Monday, March 14, 2005, 06:00 pm PT (09:00 pm ET)
New Apple hire foreshadows possible iTunes subscription serviceApple Computer has made a key hire in its quest to deploy a subscription-based iTunes music service, luring Julia Miller from Microsoft's XBox Live team.
At Microsoft, Miller was responsible for the worldwide marketing and sales programs for Xbox Live, the world's first broadband-only online gaming service. Like several of today's emerging online music download services, XBox Live is based on a monthly subscription model.
According to industry insiders, Miller left the Redmond, Wash.-based software giant for Apple in early March. Sources close to Apple later confirmed that Miller had joined the company, but were unable to produce details pertaining to her new job function. In brief conversations with other publications, Miller refused to confirm her previous employer and her present-day title at Apple.

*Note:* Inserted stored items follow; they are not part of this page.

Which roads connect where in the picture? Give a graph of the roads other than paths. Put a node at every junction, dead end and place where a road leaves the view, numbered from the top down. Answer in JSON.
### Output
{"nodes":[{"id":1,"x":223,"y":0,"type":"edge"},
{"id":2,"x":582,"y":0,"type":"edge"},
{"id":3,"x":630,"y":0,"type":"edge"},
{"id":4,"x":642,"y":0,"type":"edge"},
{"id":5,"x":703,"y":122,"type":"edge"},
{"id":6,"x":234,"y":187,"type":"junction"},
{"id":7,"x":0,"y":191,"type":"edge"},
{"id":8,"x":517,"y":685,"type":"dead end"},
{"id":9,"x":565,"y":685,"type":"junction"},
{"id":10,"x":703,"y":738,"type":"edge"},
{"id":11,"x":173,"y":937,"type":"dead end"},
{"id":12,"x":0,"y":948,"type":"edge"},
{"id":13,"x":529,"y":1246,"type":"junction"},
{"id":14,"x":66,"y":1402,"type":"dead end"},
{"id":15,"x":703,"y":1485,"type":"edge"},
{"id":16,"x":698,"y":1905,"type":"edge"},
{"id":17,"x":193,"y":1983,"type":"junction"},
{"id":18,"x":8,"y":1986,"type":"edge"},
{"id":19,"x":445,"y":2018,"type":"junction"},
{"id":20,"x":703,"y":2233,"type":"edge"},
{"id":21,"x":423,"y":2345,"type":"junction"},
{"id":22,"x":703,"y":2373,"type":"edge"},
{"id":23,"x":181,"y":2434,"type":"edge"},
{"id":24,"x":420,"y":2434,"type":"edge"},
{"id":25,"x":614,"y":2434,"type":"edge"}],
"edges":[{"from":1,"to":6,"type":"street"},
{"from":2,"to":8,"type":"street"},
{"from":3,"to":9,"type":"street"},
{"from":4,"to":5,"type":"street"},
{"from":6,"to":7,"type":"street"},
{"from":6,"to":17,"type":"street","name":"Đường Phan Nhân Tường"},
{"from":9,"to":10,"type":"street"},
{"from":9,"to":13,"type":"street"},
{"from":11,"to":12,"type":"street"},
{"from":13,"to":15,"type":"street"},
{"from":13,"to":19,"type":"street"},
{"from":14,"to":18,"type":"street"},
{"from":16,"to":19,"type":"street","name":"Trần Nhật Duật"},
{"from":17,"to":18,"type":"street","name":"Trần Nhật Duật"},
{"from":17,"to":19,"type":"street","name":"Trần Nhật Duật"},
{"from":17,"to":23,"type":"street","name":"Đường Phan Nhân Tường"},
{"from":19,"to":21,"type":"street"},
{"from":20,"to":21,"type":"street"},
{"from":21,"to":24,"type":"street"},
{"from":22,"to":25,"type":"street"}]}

During her two-and-a-half-year stint on Microsofts XBox Live team, Miller was influential in the branding and successful launch of the service. She brings to Apple more than fifteen years of consumer sales and marketing background, including extensive experience with SegaNet, the first online console gaming service.
Rumors have suggested that Apple has been quietly preparing a subscription-based model for its iTunes music store. Insiders expect the company to introduce the service later this year in an effort to compete with similar services from Real Networks and Napster, which offer subscribers access to an unlimited number of music downloads for a small monthly fee. The subscription service would coexist alongside Apple's already successful 99 cents per song model, sources said.
The potential for an iTunes subscription service has been a topic of conversation amongst industry analysts in recent weeks. Many question the economic significance of the subscription model and whether iTunes could benefit from offering consumers a choice in payment structure.
In a research report released to clients last week, Merrill Lynch analyst Steve Milunovich downplayed the potential of the subscription-based sales model, but said he believes Apple can establish a subscription service with few barriers to entry. "Record label executives we spoke with believe the market could be bimodal with the majority people choosing to purchase and a niche for subscription services," the analyst wrote in his report.
Industry insiders AppleInsider spoke to said Apple has nothing to lose by offering a subscription model and is aggressively following a plan that would have the service launched by the end of the year. They believe the only major obstacle at hand is developing a version of FairPlay — the company's proprietary digital rights management software — that is compatible with a subscription service. "[Apple] stands to lose more by not offering consumers the choice," said one industry source, who believes Apple could wind up dominating the music download market with a 90% share via a bimodal service offering. The company would also need to ink new licensing agreements with record labels to include songs "rented" under the subscription model.
Given Apple's strong relationship with the labels, insiders say Apple's goal would be to offer 100% of its music catalog through its subscription service. Competitive services are currently able to offer up to two-thirds of their catalogs in their subscription plans because of licensing restrictions. According to sources, Apple would likely be negotiating terms where the labels would receive approximately 5 cents for each song downloaded and transferred to a music device, per month. By comparison, insiders say Apple surrenders approximately 64 cents to the labels on each of the songs it sells for 99 cents. Apple has said that iTunes has been operating at close-to break even, but has showed a slight profit in recent quarters.
Prior to joining Microsoft, Miller spent five years with Pepsi Co., where she led strategic initiatives and major branding campaigns for both Pepsi and Pizza Hut. She also played a major roll in the initial launch strategy of the point-of-sale (POS) technology in the grocery store environment for Citicorp, providing flexible payments and efficient marketing strategies such as the Safeway Preferred Card.